Nevens & Dungam (1949) trabalharam por sete anos consecutivos com silagens de milho produzidas por vários híbridos comerciais e com plantas originadas de sementes provenientes de polinização aberta. O grupo de híbridos comerciais apresentou vantagens significativas sobre as variedades originadas de polinização aberta, em relação à produção de matéria seca da planta toda e de grãos. Os híbridos comerciais foram mais resistentes ao acamamento, do que os híbridos provenientes de polinização aberta. Os valores médios, dos sete anos, da percentagem matéria seca (MS) da planta, da haste, da folha e da espiga foram, respectivamente, de 31,6; 21,4; 29,6 e 45,0% em relação à da planta toda. Os autores concluíram que o principal responsável para elevar a matéria seca da planta e manter a qualidade da silagem foi à espiga. Huber et al. (1965) também demonstraram que a participação da espiga na produção de MS total aumentou com o avanço da maturidade. Naquele trabalho, a percentagem da produção de MS total representada pelas espigas, folhas e haste foi, respectivamente, de 34,0%, 35,0% e 31,0% para o estágio de grão leitoso; 47,0%, 28,0% e 25,0% para o estádio de grão pastoso e de 51,5%, 25,0% e 24,0% para o estádio de grão farináceo, respectivamente. Não houve efeito significativo dos estádios de maturação sobre o valor nutritivo da planta, expresso pela porcentagem de nutrientes digestíveis totais (NDT). A composição do leite produzido, o ganho de peso vivo e a eficiência na produção de leite não foram afetados pelo estádio de desenvolvimento do milho no momento da ensilagem.

Pesquisas feitas nos Estados Unidos mostraram que nem sempre a maior proporção de grãos na forragem confere uma melhor qualidade à silagem. Portanto, a qualidade do grão e da fração vegetativa da planta (caule, folha e palha), combinada com o percentual de cada uma dessas partes na planta, determina o valor nutritivo do material ensilado (Johnson et al., 1985).
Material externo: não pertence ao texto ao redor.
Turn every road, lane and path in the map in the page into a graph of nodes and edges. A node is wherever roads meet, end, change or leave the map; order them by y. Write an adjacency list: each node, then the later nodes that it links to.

Segundo Émile & Barrière (1992), avaliações dos diferentes híbridos possibilitam a melhora no valor nutritivo de silagens por intermédio da seleção de genótipos com melhor equilíbrio entre colmos, folhas e espigas. Deste modo, a recomendação das variedades que apresentam maiores índices de produtividade e qualidade da forragem irá refletir em eficiência da produção animal. Demarquilly (1994) ressaltou que a fração colmo e folha é de grande importância e, quando a quantidade de grãos entre duas variedades é próxima, é preferível optar pela variedade que apresenta mais folhas. Assim, resultará em aumento na quantidade de matéria seca com maior valor energético.
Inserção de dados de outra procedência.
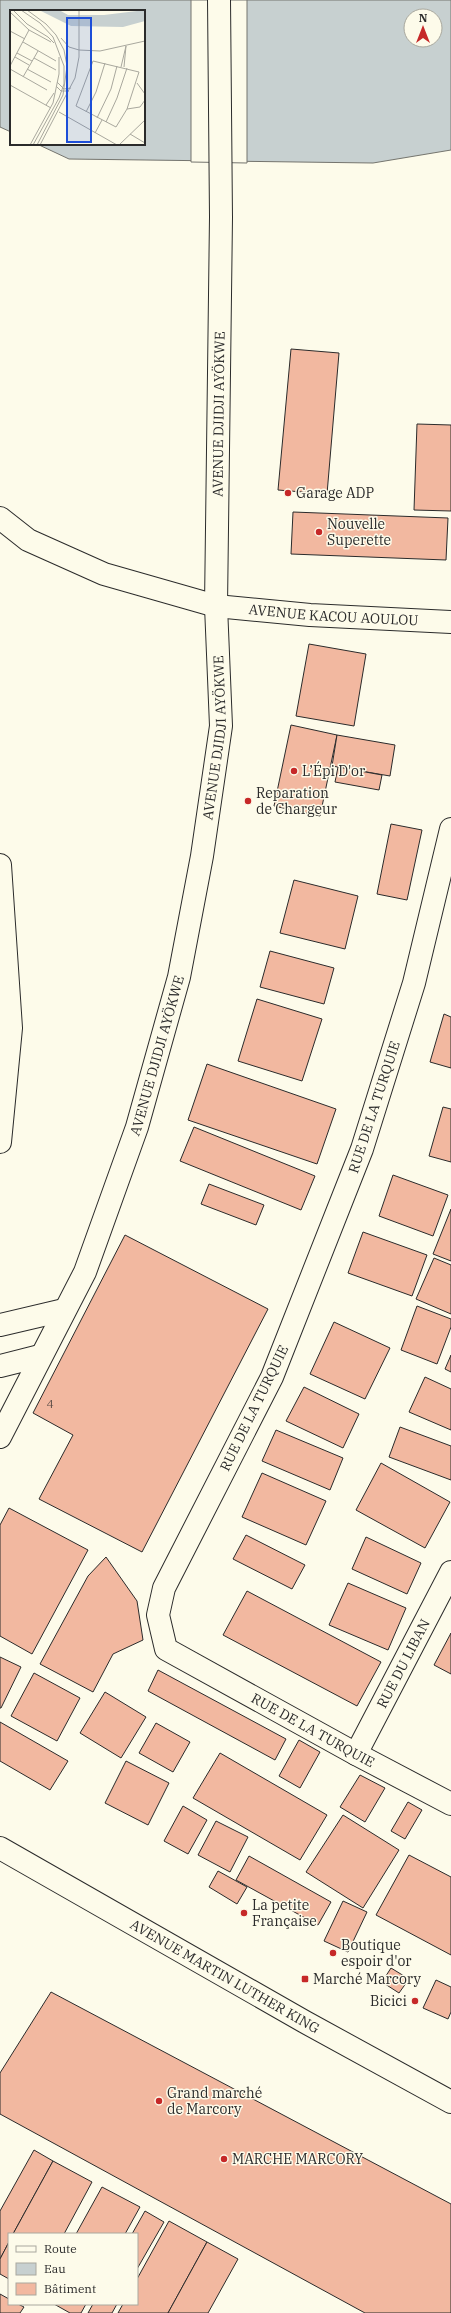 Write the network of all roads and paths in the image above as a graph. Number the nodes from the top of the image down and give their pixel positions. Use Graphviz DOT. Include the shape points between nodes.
graph roads {
  1 [pos="219,0"];
  2 [pos="0,518"];
  3 [pos="216,606"];
  4 [pos="451,622"];
  5 [pos="451,829"];
  6 [pos="0,865"];
  7 [pos="0,1142"];
  8 [pos="64,1310"];
  9 [pos="0,1325"];
  10 [pos="40,1356"];
  11 [pos="0,1366"];
  12 [pos="0,1438"];
  13 [pos="451,1572"];
  14 [pos="356,1754"];
  15 [pos="451,1804"];
  16 [pos="0,1848"];
  17 [pos="451,2102"];
  1 -- 3 [label="main road, AVENUE DJIDJI AYÖKWE" via="221,216"];
  2 -- 3 [label="main road, AVENUE KACOU AOULOU" via="28,540 104,574"];
  3 -- 4 [label="main road, AVENUE KACOU AOULOU" via="310,616"];
  3 -- 8 [label="main road, AVENUE DJIDJI AYÖKWE" via="221,726 202,856 179,977 138,1127 85,1272"];
  5 -- 14 [label="main road, RUE DE LA TURQUIE" via="414,983 362,1148 272,1377 164,1588 158,1615 166,1649"];
  6 -- 7 [label="main road" via="11,1028"];
  8 -- 9 [label="main road"];
  8 -- 10 [label="main road, AVENUE DJIDJI AYÖKWE"];
  10 -- 11 [label="main road"];
  10 -- 12 [label="main road, AVENUE DJIDJI AYÖKWE"];
  13 -- 14 [label="main road, RUE DU LIBAN"];
  14 -- 15 [label="main road, RUE DE LA TURQUIE"];
  16 -- 17 [label="main road, AVENUE MARTIN LUTHER KING"];
}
Estudos realizados em 1998, no Institut National de la Recherche Agronomique França (INRA) revelaram que o teor de grãos não foi suficiente para predizer o valor alimentar da silagem de milho e que a digestibilidade da parede celular também não, mas o resultado dos dois fatores é que determina o seu valor energético.
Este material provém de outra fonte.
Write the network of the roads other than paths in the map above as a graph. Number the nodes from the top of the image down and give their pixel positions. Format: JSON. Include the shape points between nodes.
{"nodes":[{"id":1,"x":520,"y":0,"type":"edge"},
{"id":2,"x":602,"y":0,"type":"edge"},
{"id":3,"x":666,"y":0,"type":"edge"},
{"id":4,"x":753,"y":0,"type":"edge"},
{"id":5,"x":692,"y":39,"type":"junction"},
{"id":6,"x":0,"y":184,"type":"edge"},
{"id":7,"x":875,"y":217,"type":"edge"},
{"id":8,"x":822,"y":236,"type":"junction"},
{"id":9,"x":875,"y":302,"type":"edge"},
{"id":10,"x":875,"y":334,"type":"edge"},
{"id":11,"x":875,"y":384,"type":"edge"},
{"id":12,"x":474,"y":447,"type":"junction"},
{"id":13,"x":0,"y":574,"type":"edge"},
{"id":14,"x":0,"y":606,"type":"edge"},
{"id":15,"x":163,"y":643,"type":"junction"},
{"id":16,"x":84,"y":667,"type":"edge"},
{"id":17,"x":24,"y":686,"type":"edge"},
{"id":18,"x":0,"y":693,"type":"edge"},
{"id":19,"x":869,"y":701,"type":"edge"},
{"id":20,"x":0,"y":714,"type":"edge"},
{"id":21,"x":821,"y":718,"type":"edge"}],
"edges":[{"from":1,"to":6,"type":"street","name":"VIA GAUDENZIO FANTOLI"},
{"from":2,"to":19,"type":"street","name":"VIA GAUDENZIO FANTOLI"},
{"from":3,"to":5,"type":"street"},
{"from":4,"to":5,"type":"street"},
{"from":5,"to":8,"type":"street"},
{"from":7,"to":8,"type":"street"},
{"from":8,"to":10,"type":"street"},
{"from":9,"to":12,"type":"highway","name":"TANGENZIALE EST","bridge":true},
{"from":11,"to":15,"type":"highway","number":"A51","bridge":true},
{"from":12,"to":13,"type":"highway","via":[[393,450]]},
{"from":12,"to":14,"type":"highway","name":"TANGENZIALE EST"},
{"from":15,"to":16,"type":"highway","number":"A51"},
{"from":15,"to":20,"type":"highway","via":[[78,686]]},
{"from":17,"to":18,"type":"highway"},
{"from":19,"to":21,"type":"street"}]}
Híbridos de milho com maiores proporções de fração vegetativa, em relação ao grão, podem apresentar maior valor nutritivo e são de interesse de produtores de leite nos Estados Unidos da América, no uso de ração completa, pois, diminuíram a ocorrência de doenças provocadas pelo uso de grande proporção de concentrado (grão) na alimentação (Mayombo et al., 1997).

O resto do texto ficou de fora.